Launch your IDE (integrated development environment) or any other preferred setup. Using pip, install a simple HTTP requests library via your terminal:

python -m pip install requests

You may want to use the python3 keyword, depending on your Python setup:

python3 -m pip install requests

2. Insert Your API Credentials

Web Scraper API uses basic HTTP authentication which requires username and password. Create a new Python file, import the installed library, and store your Scraper API credentials as username and password variables:

import requests

username = 'USERNAME'
password = 'PASSWORD'

3. Create a Payload

Define a payload dictionary that will contain all the API parameters for your specific use case.

Pair the source parameter with the amazon value, which is designed to scrape any Amazon URL. Next, define the url parameter and paste the URL of the website you want to scrape. In the below example, we use the Amazon search results page for the search term shoes:

import requests

username = 'USERNAME'
password = 'PASSWORD'

payload = {
  'source': 'amazon', # Here we define the source
  'url': 'https://www.amazon.com/s?k=shoes'
}

4. Send a Request

Post the payload to the realtime endpoint as per the example below:

import requests

username = 'USERNAME'
password = 'PASSWORD'

payload = {
  'source': 'amazon',
  'url': 'https://www.amazon.com/s?k=shoes'
}

response = requests.post('https://realtime.oxylabs.io/v1/queries', json=payload, auth=(username, password))

5. Get a Response

The API's response is in a JSON format; therefore, you need to access the content key from the entire response, which contains scraped Amazon data.

import requests

username = 'USERNAME'
password = 'PASSWORD'

payload = {
  'source': 'amazon',
  'url': 'https://www.amazon.com/s?k=shoes'
}

response = requests.post('https://realtime.oxylabs.io/v1/queries', json=payload, auth=(username, password))

html_content = response.json()['results'][0]['content']

Next, you can write the scraped HTML data into an HTML file:

import requests

username = 'USERNAME'
password = 'PASSWORD'

payload = {
  'source': 'amazon', # Here, we define the source
  'url': 'https://www.amazon.com/s?k=shoes'
}

response = requests.post('https://realtime.oxylabs.io/v1/queries', json=payload, auth=(username, password))

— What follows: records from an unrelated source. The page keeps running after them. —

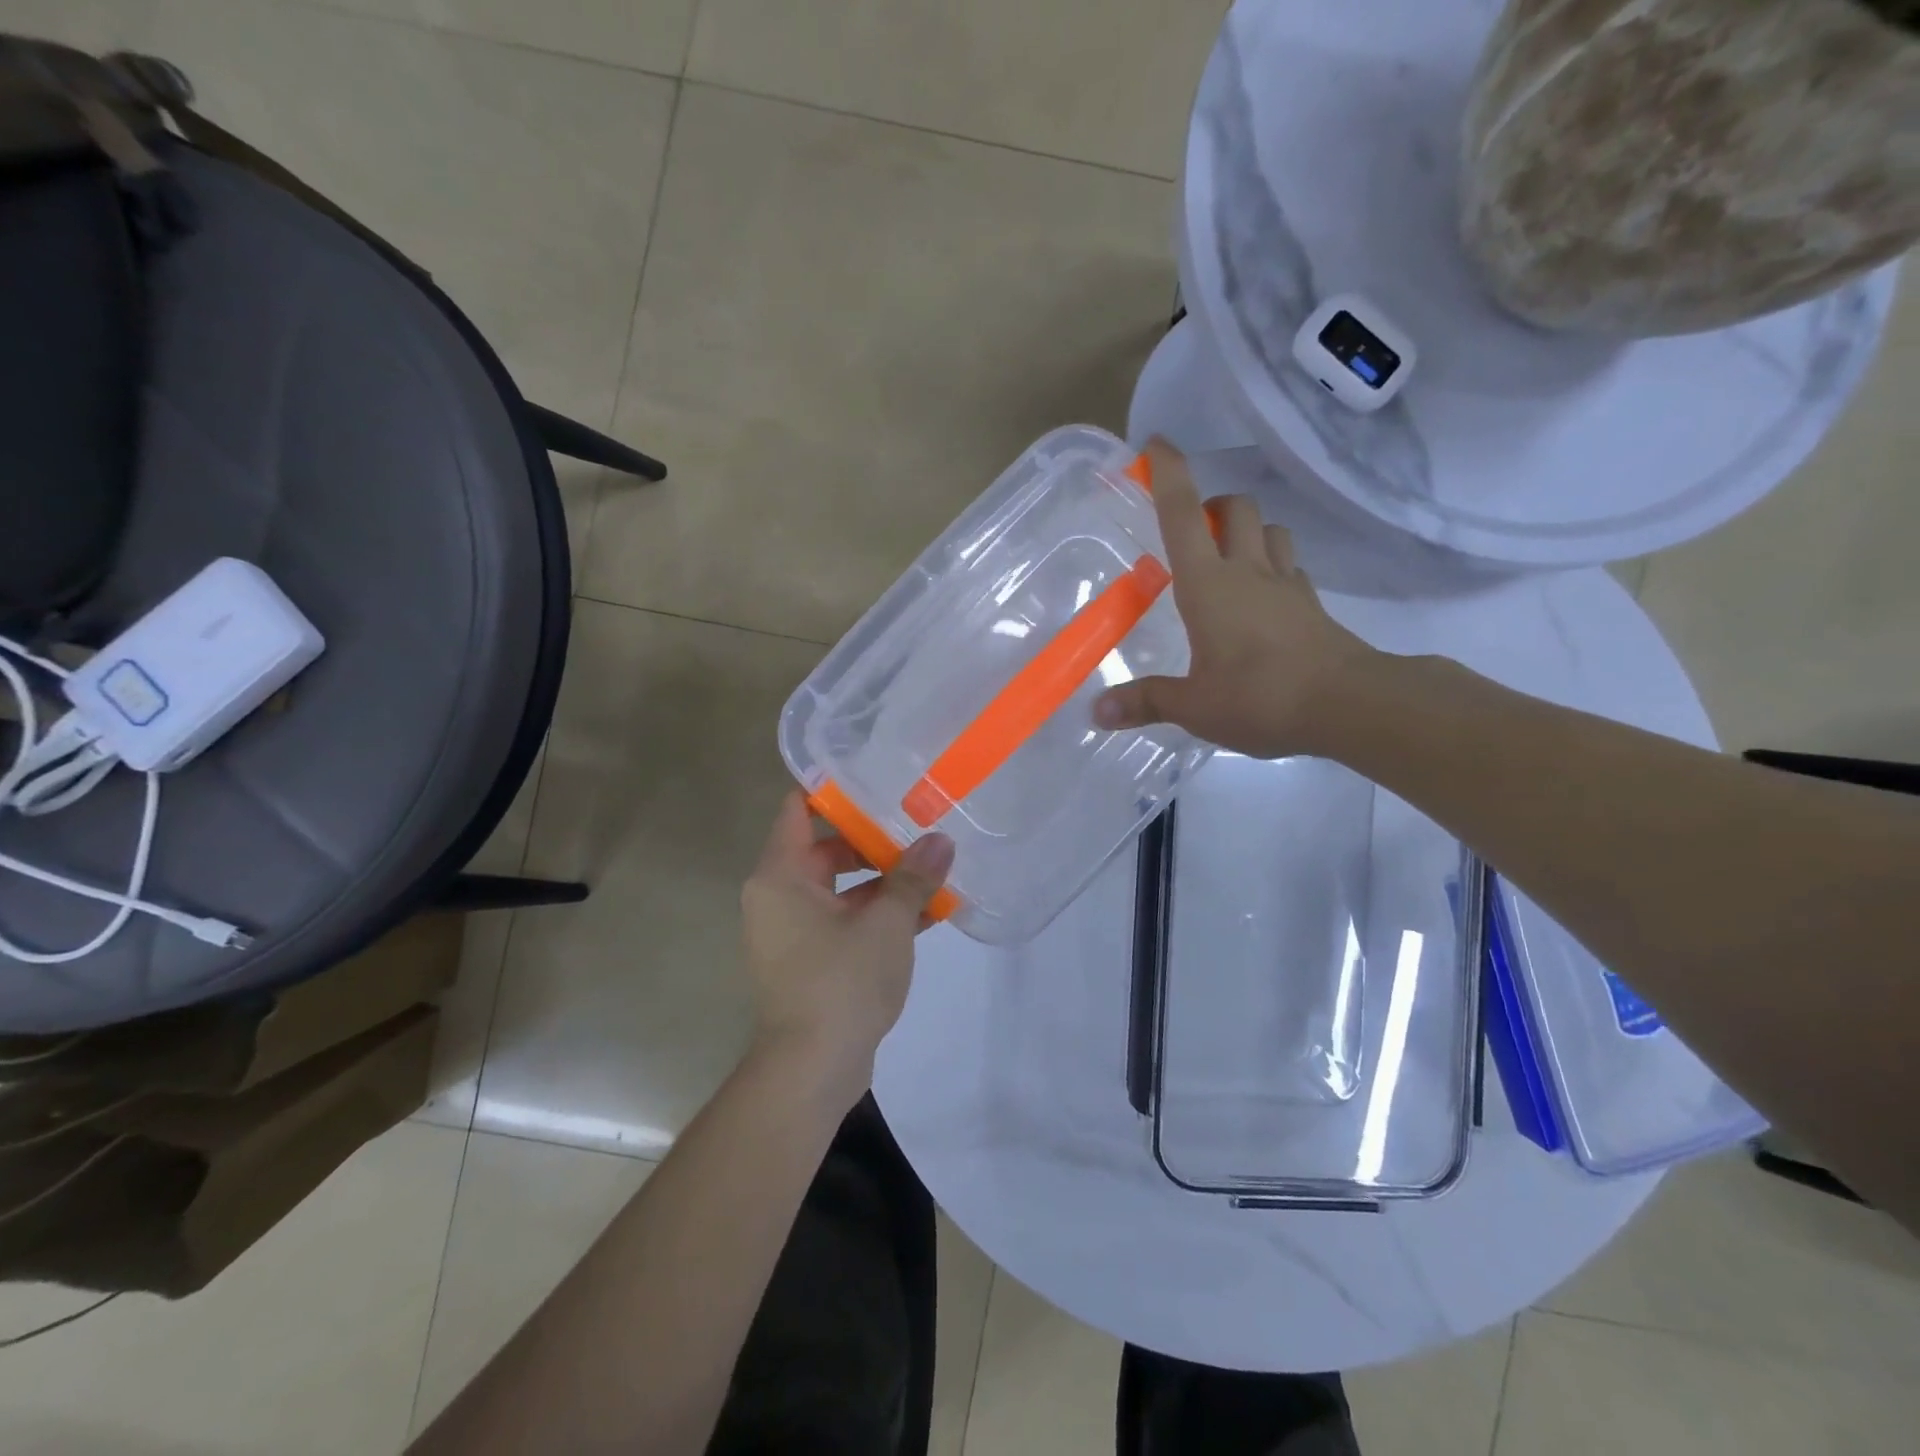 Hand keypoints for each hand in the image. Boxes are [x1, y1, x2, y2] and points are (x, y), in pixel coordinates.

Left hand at [740, 792, 954, 1106]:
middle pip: (825, 849)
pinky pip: (842, 922)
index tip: (875, 777)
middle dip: (873, 841)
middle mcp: (777, 898)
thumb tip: (941, 840)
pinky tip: (926, 915)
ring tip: (933, 871)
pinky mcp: (808, 962)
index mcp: (781, 876)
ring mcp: (791, 933)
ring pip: (839, 890)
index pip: (797, 809)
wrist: (811, 1071)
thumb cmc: (841, 982)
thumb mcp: (887, 923)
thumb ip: (914, 878)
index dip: (833, 790)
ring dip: (883, 883)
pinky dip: (875, 916)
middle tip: (918, 825)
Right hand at [1093, 439, 1376, 758]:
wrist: (1347, 705)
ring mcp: (1286, 585)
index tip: (1155, 444)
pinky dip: (1274, 566)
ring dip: (1248, 530)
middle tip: (1193, 531)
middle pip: (1236, 507)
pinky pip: (1292, 567)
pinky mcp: (1312, 605)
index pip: (1183, 514)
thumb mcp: (1193, 707)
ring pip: (1270, 529)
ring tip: (1229, 559)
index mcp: (1208, 584)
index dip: (1168, 473)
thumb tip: (1098, 712)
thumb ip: (1145, 702)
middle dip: (1213, 504)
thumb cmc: (1259, 697)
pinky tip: (1263, 597)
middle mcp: (1248, 571) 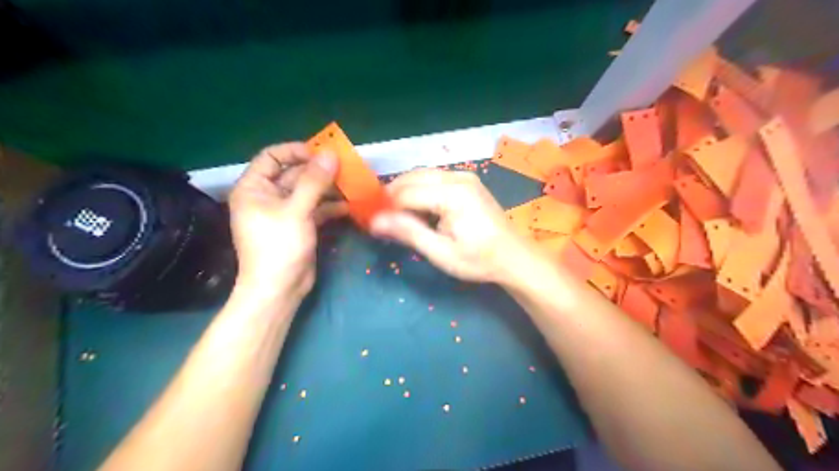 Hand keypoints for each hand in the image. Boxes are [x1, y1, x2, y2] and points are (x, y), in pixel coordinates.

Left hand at [228, 141, 344, 301]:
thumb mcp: (296, 210)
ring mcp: (285, 212)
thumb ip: (314, 181)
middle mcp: (267, 197)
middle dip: (319, 171)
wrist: (279, 289)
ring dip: (328, 188)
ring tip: (352, 185)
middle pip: (294, 174)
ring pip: (308, 192)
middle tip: (346, 168)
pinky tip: (349, 206)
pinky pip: (315, 209)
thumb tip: (331, 154)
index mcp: (254, 188)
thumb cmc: (279, 247)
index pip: (272, 157)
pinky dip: (330, 206)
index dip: (296, 151)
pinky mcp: (299, 226)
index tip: (322, 152)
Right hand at [369, 169, 537, 282]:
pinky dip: (420, 190)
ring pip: (422, 175)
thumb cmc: (478, 260)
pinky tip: (419, 209)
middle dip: (392, 196)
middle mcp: (457, 177)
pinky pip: (434, 179)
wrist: (514, 257)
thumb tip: (374, 221)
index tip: (373, 224)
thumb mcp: (441, 252)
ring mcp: (464, 176)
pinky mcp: (468, 181)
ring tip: (398, 216)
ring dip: (405, 192)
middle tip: (383, 219)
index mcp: (452, 194)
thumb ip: (408, 232)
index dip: (385, 207)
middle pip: (412, 178)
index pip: (405, 193) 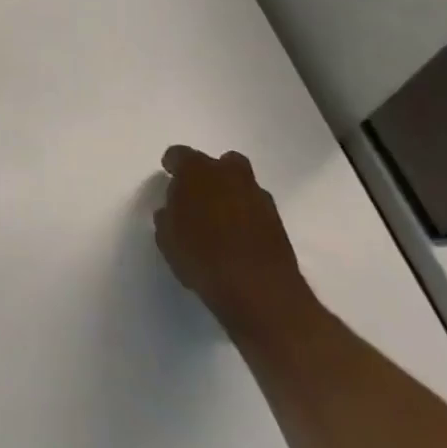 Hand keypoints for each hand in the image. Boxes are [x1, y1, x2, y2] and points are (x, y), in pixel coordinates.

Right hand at [155, 147, 314, 339]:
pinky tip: (239, 239)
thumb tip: (172, 211)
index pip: (179, 155)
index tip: (169, 177)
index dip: (173, 165)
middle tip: (199, 196)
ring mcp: (258, 197)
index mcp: (197, 170)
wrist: (260, 292)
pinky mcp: (279, 222)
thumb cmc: (202, 257)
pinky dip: (247, 218)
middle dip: (210, 175)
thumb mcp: (167, 238)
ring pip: (242, 186)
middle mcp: (229, 174)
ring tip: (220, 222)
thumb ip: (167, 216)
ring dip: (231, 196)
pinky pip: (256, 210)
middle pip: (219, 163) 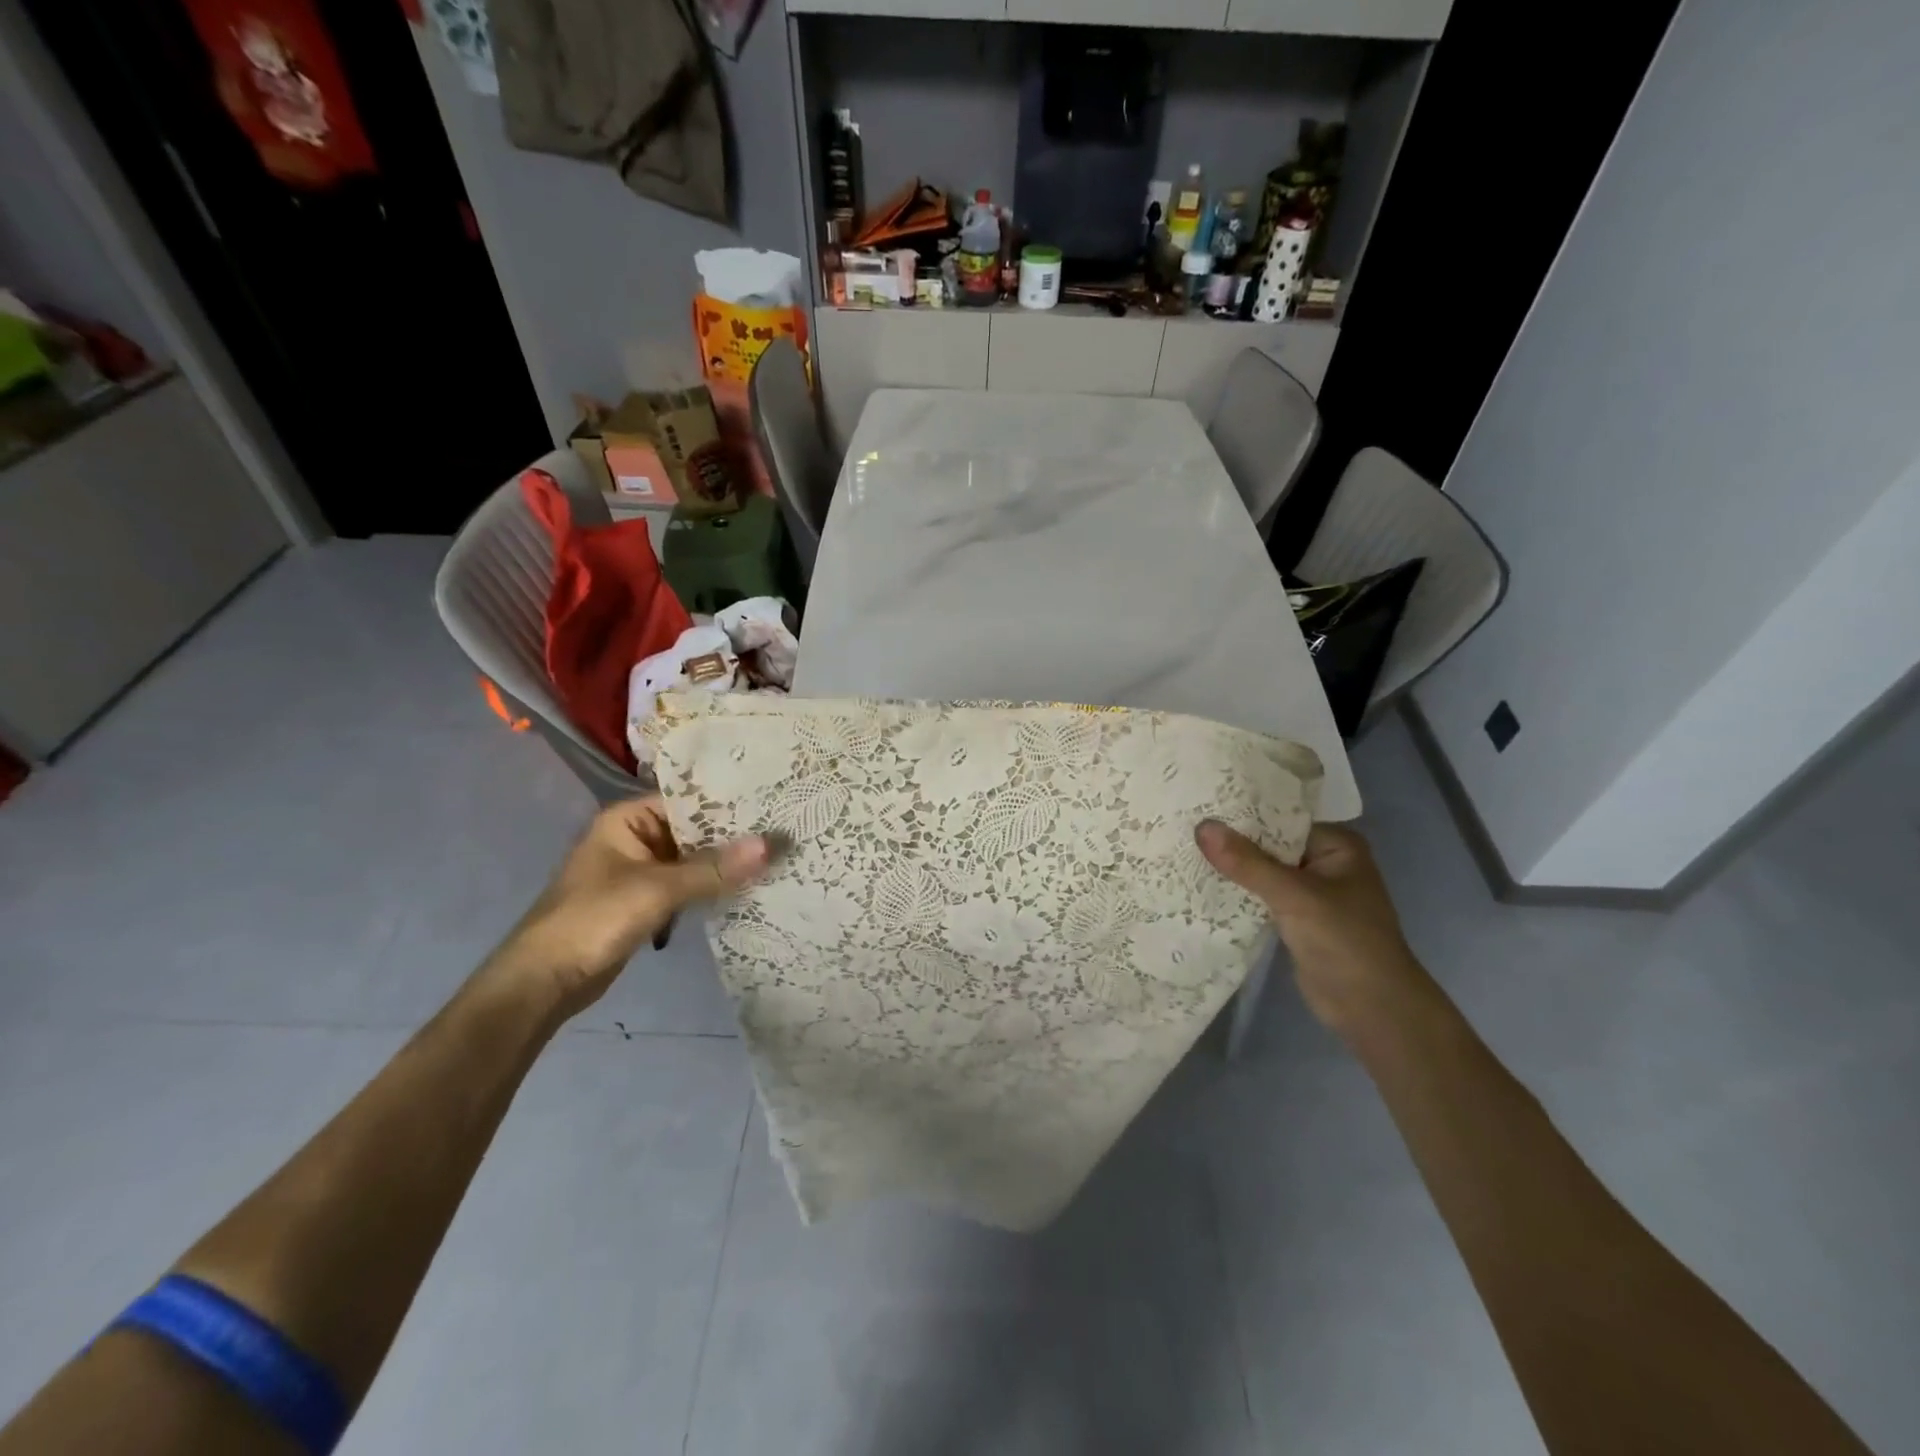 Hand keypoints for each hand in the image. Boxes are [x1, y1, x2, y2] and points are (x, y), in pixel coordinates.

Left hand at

html_content = response.json()['results'][0]['content']

with open ('scraped_website.html', 'w') as output:
  output.write(html_content)

After running this basic scraper, try out other parameters that will help you retrieve specific data.

6. Enable Parsing

To automatically parse product data, add the 'parse': True parameter to enable a dedicated parser. Visit this link to find a list of all the dedicated parsers:

    'parse': True

Example

import requests, json

username = 'USERNAME'
password = 'PASSWORD'

payload = {
    'source': 'amazon',
    'url': 'https://www.amazon.com/s?k=shoes',
    'parse': True
}

response = requests.post('https://realtime.oxylabs.io/v1/queries', json=payload, auth=(username, password))

parsed_content = response.json()['results'][0]['content']

with open ('parsed_website.json', 'w') as output:
    json.dump(parsed_content, output, indent=4)

After running the above code, you should see a new JSON file with parsed data saved in your working directory.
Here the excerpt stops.